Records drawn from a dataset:
========================================

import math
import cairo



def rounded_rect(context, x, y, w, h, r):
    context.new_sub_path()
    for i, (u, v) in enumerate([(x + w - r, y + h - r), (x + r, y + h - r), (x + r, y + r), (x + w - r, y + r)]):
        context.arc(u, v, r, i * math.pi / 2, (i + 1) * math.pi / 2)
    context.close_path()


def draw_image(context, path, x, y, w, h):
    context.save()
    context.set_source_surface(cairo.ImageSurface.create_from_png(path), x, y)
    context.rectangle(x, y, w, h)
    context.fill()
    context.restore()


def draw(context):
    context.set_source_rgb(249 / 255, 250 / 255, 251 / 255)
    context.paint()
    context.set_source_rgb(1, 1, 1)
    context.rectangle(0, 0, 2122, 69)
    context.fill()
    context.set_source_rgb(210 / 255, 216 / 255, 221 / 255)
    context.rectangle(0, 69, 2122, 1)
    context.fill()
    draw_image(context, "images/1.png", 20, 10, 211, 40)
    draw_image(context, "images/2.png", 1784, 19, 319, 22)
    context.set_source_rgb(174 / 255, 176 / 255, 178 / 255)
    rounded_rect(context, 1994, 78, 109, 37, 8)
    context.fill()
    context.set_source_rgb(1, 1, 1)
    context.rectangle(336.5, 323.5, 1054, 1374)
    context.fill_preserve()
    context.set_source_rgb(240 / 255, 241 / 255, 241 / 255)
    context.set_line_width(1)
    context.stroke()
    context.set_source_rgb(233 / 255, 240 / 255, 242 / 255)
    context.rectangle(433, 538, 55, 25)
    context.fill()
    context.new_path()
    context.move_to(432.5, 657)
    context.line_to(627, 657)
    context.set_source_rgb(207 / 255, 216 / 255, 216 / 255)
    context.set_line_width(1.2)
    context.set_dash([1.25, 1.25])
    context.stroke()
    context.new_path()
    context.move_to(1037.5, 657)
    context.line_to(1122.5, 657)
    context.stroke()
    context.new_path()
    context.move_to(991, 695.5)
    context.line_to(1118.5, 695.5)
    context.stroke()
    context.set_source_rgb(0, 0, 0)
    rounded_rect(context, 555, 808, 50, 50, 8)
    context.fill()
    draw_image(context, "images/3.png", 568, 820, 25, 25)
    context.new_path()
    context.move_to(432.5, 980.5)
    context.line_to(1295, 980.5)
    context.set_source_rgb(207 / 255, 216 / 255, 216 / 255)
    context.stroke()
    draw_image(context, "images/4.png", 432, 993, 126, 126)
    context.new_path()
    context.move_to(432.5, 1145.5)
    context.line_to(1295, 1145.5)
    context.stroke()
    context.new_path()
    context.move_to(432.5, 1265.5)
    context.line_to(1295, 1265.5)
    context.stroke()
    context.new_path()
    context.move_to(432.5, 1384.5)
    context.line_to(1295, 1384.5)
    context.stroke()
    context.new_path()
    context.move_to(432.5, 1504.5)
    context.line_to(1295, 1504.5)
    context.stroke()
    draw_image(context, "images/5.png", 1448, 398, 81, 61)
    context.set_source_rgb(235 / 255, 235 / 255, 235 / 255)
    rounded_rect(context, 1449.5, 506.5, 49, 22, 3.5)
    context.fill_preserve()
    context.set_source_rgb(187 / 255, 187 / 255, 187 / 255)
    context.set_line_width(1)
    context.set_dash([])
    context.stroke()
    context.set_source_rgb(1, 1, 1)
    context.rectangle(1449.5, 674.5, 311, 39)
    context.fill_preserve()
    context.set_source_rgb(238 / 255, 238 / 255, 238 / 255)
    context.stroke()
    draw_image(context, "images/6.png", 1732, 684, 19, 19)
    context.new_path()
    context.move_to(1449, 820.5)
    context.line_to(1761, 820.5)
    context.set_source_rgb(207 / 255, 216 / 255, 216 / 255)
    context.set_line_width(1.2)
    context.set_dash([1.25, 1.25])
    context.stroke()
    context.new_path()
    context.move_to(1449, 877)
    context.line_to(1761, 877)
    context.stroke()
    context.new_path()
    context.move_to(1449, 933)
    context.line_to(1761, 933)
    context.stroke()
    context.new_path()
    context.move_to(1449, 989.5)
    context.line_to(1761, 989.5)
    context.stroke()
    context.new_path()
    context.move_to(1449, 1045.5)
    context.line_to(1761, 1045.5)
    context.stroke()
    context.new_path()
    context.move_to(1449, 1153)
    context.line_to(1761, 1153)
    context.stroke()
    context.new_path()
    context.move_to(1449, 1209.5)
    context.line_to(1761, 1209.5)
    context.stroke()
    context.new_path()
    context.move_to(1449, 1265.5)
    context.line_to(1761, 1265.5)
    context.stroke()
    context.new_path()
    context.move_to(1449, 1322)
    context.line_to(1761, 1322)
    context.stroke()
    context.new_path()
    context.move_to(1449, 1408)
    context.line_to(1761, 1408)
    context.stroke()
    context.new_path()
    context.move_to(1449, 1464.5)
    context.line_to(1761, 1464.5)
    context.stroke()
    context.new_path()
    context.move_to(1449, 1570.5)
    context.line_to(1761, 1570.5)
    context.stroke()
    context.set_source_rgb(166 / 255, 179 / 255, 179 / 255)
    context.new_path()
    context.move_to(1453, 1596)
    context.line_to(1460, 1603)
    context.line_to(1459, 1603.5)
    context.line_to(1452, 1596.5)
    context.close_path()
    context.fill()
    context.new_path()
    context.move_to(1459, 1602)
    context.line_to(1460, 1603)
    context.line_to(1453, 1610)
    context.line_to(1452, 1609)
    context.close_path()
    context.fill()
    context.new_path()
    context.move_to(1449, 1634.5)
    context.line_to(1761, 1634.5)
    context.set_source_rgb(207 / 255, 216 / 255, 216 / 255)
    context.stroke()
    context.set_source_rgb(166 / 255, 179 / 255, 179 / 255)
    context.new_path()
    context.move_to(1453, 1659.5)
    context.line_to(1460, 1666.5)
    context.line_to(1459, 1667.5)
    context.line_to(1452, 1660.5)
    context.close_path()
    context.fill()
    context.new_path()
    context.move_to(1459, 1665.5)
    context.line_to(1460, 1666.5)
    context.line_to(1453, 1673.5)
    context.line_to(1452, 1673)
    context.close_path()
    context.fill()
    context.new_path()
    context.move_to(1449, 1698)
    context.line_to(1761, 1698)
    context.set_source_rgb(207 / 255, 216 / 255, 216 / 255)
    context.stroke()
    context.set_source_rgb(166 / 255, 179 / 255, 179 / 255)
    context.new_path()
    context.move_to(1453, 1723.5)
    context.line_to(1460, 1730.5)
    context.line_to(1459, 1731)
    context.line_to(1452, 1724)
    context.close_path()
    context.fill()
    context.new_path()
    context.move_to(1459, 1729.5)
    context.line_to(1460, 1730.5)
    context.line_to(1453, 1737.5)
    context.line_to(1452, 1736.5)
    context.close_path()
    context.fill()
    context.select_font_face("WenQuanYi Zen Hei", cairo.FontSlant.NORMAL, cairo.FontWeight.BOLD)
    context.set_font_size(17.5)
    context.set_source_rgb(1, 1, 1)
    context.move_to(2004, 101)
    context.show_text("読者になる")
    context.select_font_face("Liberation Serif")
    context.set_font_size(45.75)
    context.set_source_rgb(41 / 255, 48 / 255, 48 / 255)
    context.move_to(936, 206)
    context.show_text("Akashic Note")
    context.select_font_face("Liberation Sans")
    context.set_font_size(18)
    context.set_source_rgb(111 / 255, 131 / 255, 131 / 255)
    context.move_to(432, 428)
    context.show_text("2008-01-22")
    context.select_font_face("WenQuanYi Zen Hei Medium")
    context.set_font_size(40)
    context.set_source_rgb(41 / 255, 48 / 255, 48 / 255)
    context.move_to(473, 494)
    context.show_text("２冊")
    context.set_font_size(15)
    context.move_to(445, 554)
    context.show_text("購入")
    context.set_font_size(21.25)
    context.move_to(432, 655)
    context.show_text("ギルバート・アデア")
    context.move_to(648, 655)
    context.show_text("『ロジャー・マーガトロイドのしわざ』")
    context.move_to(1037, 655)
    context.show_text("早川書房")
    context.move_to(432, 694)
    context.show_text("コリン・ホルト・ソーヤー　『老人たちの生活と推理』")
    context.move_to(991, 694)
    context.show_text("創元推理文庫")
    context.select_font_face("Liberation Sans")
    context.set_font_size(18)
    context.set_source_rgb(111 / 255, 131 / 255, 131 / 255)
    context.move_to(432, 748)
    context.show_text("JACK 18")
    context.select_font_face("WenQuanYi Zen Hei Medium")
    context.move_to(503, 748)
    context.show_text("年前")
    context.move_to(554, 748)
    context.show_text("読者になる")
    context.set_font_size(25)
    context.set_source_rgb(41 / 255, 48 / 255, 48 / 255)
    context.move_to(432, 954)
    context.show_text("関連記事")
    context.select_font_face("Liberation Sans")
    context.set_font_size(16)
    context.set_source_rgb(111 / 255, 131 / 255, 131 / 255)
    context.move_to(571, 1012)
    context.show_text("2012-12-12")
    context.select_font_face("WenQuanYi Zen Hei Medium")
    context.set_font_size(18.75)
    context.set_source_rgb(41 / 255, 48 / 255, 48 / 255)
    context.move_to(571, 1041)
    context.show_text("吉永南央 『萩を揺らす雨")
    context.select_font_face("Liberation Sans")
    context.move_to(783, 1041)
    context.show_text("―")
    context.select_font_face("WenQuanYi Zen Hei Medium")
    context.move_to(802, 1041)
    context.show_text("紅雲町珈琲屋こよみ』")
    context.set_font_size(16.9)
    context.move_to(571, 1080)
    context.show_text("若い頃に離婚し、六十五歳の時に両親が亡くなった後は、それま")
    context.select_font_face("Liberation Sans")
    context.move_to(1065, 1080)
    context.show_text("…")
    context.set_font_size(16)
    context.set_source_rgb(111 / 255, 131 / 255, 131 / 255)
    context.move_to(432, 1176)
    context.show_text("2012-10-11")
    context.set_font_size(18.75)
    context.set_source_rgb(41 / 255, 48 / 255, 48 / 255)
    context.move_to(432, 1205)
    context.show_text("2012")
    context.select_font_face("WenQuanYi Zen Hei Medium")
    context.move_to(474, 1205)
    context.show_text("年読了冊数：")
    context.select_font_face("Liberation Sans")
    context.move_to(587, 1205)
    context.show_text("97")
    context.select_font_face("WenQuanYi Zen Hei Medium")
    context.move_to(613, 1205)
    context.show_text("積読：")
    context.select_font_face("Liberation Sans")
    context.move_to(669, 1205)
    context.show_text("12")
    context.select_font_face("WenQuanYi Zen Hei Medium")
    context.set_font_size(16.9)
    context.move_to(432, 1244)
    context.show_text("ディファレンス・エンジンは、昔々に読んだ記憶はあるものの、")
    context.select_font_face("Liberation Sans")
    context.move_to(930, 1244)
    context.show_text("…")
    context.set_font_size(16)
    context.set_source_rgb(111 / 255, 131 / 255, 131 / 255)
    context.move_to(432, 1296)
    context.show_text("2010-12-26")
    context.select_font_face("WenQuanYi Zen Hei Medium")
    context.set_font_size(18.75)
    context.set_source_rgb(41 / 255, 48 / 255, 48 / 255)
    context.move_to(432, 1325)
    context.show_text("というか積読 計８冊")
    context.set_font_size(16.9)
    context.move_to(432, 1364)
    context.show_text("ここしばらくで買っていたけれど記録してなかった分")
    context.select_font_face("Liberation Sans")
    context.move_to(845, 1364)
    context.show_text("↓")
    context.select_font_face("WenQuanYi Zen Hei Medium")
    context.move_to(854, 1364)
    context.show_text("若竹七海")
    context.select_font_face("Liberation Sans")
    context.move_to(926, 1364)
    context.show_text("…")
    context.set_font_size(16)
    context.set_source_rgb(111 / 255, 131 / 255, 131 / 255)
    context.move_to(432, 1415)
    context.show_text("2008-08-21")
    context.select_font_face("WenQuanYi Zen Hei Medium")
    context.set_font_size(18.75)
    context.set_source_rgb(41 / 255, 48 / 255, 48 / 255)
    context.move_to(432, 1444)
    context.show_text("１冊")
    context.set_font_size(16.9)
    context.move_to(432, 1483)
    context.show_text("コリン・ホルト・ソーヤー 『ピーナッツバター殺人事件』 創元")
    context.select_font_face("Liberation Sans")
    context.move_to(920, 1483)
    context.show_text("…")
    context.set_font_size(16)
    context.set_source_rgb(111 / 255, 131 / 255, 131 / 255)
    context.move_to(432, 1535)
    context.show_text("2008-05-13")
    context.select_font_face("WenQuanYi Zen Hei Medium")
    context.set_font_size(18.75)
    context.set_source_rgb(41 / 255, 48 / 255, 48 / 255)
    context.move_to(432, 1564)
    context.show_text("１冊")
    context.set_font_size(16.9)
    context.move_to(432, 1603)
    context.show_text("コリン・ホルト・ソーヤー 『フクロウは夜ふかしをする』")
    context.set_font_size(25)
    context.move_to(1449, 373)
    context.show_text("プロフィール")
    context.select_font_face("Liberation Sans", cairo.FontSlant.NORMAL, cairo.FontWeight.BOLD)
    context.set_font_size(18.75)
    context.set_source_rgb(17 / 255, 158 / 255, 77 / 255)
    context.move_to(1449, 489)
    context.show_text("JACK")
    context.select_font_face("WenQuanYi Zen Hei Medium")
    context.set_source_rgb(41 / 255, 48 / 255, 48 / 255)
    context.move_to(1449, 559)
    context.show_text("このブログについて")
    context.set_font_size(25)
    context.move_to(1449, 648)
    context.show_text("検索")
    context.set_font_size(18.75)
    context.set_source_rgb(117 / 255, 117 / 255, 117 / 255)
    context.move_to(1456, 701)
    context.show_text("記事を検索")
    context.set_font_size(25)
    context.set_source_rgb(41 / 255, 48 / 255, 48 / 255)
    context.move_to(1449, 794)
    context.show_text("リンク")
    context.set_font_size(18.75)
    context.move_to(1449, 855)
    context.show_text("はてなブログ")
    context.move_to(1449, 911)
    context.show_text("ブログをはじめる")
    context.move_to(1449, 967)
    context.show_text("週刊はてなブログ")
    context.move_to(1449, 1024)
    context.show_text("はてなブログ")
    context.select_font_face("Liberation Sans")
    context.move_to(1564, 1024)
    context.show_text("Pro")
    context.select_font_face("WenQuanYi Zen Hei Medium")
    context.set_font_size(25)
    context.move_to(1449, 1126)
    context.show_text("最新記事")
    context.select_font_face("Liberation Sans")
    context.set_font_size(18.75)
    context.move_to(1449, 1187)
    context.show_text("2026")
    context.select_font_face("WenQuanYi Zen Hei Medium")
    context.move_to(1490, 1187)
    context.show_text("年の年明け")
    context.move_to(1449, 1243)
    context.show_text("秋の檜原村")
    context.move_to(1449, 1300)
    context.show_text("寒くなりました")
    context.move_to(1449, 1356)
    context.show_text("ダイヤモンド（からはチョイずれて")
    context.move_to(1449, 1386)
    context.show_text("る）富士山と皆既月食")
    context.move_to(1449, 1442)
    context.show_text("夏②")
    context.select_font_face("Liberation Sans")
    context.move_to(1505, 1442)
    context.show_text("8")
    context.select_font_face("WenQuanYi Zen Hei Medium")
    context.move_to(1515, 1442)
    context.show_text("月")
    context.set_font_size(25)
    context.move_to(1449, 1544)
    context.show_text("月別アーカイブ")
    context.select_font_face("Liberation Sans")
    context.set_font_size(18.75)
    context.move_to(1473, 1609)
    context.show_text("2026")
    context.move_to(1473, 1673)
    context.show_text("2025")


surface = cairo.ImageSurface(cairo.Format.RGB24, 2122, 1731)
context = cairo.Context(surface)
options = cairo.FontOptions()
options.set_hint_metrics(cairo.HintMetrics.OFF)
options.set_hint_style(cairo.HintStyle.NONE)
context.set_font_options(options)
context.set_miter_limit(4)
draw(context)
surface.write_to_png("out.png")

========================================

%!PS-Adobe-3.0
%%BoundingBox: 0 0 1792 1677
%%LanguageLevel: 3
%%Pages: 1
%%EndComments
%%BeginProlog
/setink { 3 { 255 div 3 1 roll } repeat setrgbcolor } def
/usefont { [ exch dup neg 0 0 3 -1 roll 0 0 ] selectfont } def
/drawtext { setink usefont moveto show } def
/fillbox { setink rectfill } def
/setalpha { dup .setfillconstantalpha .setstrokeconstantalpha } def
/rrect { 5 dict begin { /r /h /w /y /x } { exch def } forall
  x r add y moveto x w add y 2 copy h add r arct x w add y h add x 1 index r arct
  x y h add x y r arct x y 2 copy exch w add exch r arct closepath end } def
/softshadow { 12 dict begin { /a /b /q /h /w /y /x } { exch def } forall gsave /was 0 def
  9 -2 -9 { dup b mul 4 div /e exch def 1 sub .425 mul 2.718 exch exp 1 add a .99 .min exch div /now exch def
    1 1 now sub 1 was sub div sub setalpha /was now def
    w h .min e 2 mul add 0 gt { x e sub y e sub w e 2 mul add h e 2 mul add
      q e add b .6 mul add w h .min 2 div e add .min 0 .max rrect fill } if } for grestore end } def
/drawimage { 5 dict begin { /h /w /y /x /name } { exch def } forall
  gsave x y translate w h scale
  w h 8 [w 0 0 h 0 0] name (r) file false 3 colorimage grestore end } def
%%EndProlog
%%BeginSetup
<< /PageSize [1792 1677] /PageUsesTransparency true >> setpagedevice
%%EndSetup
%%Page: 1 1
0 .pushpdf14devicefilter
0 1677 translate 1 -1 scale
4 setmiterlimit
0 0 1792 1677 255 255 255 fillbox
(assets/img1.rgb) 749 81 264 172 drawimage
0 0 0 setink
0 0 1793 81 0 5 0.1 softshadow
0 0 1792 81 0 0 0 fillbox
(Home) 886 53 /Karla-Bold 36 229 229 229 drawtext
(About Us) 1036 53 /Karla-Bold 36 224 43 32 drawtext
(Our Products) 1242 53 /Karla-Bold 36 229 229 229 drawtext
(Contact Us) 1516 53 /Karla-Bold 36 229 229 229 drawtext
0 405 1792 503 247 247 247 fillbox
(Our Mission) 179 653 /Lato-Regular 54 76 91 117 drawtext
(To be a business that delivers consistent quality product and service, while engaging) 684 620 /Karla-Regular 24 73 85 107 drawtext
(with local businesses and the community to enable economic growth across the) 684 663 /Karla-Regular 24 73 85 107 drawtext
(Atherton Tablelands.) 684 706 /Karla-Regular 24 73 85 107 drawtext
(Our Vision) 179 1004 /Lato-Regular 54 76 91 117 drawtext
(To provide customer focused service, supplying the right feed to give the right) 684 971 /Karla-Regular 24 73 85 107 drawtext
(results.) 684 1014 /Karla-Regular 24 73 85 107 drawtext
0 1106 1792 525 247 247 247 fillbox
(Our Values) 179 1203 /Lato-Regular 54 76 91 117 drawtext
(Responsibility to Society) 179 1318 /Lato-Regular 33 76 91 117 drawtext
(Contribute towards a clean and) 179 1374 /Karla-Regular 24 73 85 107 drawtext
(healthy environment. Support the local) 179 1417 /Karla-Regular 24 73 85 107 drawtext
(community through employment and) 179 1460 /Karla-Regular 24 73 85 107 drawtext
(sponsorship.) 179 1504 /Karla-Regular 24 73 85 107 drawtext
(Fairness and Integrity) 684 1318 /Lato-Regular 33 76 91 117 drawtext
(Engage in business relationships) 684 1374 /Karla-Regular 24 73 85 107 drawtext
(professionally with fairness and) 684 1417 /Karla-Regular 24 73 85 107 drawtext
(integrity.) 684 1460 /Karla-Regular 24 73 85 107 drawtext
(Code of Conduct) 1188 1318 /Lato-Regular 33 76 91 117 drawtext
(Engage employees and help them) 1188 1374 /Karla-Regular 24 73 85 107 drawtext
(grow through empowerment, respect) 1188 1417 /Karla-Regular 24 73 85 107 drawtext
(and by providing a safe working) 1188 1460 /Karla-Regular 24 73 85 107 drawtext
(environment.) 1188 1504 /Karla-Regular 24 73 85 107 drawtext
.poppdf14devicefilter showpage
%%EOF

========================================

**EXERCISE BRIEF**
Using the data above, print exactly the lines from the line that contains "0 405 1792 503 247 247 247 fillbox" through the line that contains "(healthy environment. Support", with both included.

**WORKED SOLUTION**
0 405 1792 503 247 247 247 fillbox
(Our Mission) 179 653 /Lato-Regular 54 76 91 117 drawtext
(To be a business that delivers consistent quality product and service, while engaging) 684 620 /Karla-Regular 24 73 85 107 drawtext
(with local businesses and the community to enable economic growth across the) 684 663 /Karla-Regular 24 73 85 107 drawtext
(Atherton Tablelands.) 684 706 /Karla-Regular 24 73 85 107 drawtext
(Our Vision) 179 1004 /Lato-Regular 54 76 91 117 drawtext
(To provide customer focused service, supplying the right feed to give the right) 684 971 /Karla-Regular 24 73 85 107 drawtext
(results.) 684 1014 /Karla-Regular 24 73 85 107 drawtext
0 1106 1792 525 247 247 247 fillbox
(Our Values) 179 1203 /Lato-Regular 54 76 91 117 drawtext
(Responsibility to Society) 179 1318 /Lato-Regular 33 76 91 117 drawtext
(Contribute towards a clean and) 179 1374 /Karla-Regular 24 73 85 107 drawtext
(healthy environment. Support the local) 179 1417 /Karla-Regular 24 73 85 107 drawtext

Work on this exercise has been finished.